TASK OBJECTIVE
All lines below are to be transcribed exactly.

INFORMATION GIVEN
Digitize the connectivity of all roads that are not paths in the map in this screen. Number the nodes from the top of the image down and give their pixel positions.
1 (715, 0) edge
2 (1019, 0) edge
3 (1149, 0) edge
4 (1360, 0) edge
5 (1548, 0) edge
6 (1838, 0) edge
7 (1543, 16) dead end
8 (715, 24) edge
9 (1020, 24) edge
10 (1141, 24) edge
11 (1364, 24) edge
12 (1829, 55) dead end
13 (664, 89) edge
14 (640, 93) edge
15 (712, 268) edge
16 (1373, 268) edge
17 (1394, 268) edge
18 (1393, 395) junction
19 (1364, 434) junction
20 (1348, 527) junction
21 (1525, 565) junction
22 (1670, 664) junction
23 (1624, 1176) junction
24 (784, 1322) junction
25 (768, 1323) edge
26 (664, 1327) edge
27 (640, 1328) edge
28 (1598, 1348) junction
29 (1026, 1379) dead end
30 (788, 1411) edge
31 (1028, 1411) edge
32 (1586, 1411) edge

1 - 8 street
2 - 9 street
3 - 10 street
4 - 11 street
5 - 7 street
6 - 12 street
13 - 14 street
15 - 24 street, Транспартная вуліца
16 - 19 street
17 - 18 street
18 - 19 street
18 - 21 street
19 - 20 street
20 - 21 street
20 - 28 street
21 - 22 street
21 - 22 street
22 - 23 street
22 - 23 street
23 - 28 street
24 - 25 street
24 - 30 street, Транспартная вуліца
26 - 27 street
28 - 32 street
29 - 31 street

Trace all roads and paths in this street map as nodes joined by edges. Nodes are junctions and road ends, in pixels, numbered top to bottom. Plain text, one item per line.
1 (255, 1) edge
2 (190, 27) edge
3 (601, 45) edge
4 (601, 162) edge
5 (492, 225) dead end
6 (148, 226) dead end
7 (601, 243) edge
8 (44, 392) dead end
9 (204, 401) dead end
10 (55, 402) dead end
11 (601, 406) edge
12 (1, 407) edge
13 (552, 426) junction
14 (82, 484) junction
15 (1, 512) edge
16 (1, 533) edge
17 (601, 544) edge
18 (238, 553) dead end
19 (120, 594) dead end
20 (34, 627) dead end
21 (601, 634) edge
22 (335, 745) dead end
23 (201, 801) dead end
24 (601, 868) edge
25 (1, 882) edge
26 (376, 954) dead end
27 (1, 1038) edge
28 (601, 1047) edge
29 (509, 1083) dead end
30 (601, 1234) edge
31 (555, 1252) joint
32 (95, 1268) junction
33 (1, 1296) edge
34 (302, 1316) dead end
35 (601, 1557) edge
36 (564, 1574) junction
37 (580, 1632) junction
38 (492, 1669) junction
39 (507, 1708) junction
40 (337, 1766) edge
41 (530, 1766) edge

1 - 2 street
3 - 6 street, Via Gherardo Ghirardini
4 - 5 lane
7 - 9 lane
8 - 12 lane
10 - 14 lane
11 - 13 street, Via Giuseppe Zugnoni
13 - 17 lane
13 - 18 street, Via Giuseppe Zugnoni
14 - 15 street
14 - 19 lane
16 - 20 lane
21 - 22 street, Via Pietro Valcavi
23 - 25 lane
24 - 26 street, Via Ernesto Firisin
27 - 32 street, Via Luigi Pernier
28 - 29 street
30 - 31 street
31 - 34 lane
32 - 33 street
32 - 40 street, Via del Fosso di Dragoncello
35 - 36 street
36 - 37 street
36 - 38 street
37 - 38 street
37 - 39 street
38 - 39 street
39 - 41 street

TASK RESPONSE
Digitize the connectivity of all roads that are not paths in the map in this screen. Number the nodes from the top of the image down and give their pixel positions.
1 (715, 0) edge
2 (1019, 0) edge
3 (1149, 0) edge
4 (1360, 0) edge
5 (1548, 0) edge
6 (1838, 0) edge
7 (1543, 16) dead end
8 (715, 24) edge
9 (1020, 24) edge
10 (1141, 24) edge
11 (1364, 24) edge
12 (1829, 55) dead end
13 (664, 89) edge
14 (640, 93) edge
15 (712, 268) edge
16 (1373, 268) edge
17 (1394, 268) edge
18 (1393, 395) junction
19 (1364, 434) junction
20 (1348, 527) junction
21 (1525, 565) junction
22 (1670, 664) junction
23 (1624, 1176) junction
24 (784, 1322) junction
25 (768, 1323) edge
26 (664, 1327) edge
27 (640, 1328) edge
28 (1598, 1348) junction
29 (1026, 1379) dead end
30 (788, 1411) edge
31 (1028, 1411) edge
32 (1586, 1411) edge

1 - 8 street
2 - 9 street
3 - 10 street
4 - 11 street
5 - 7 street
6 - 12 street
13 - 14 street
15 - 24 street, Транспартная вуліца
16 - 19 street
17 - 18 street
18 - 19 street
18 - 21 street
19 - 20 street
20 - 21 street
20 - 28 street
21 - 22 street
21 - 22 street
22 - 23 street
22 - 23 street
23 - 28 street
24 - 25 street
24 - 30 street, Транспартная вуліца
26 - 27 street
28 - 32 street
29 - 31 street

Trace all roads and paths in this street map as nodes joined by edges. Nodes are junctions and road ends, in pixels, numbered top to bottom. Plain text, one item per line.
1 (255, 1) edge
2 (190, 27) edge
3 (601, 45) edge
4 (601, 162) edge
5 (492, 225) dead end
6 (148, 226) dead end
7 (601, 243) edge
8 (44, 392) dead end
9 (204, 401) dead end
10 (55, 402) dead end
11 (601, 406) edge
12 (1, 407) edge
13 (552, 426) junction
14 (82, 484) junction
15 (1, 512) edge
16 (1, 533) edge
17 (601, 544) edge
18 (238, 553) dead end
19 (120, 594) dead end
20 (34, 627) dead end
21 (601, 634) edge
22 (335, 745) dead end
23 (201, 801) dead end
24 (601, 868) edge
25 (1, 882) edge
26 (376, 954) dead end
27 (1, 1038) edge
28 (601, 1047) edge
29 (509, 1083) dead end
30 (601, 1234) edge
31 (555, 1252) joint
32 (95, 1268) junction
33 (1, 1296) edge
34 (302, 1316) dead end
35 (601, 1557) edge
36 (564, 1574) junction
37 (580, 1632) junction
38 (492, 1669) junction
39 (507, 1708) junction
40 (337, 1766) edge
41 (530, 1766) edge

1 - 2 street
3 - 6 street, Via Gherardo Ghirardini
4 - 5 lane
7 - 9 lane
8 - 12 lane
10 - 14 lane
11 - 13 street, Via Giuseppe Zugnoni
13 - 17 lane
13 - 18 street, Via Giuseppe Zugnoni
14 - 15 street
14 - 19 lane
16 - 20 lane
21 - 22 street, Via Pietro Valcavi
23 - 25 lane
24 - 26 street, Via Ernesto Firisin
27 - 32 street, Via Luigi Pernier
28 - 29 street
30 - 31 street
31 - 34 lane
32 - 33 street
32 - 40 street, Via del Fosso di Dragoncello
35 - 36 street
36 - 37 street
36 - 38 street
37 - 38 street
37 - 39 street
38 - 39 street
39 - 41 street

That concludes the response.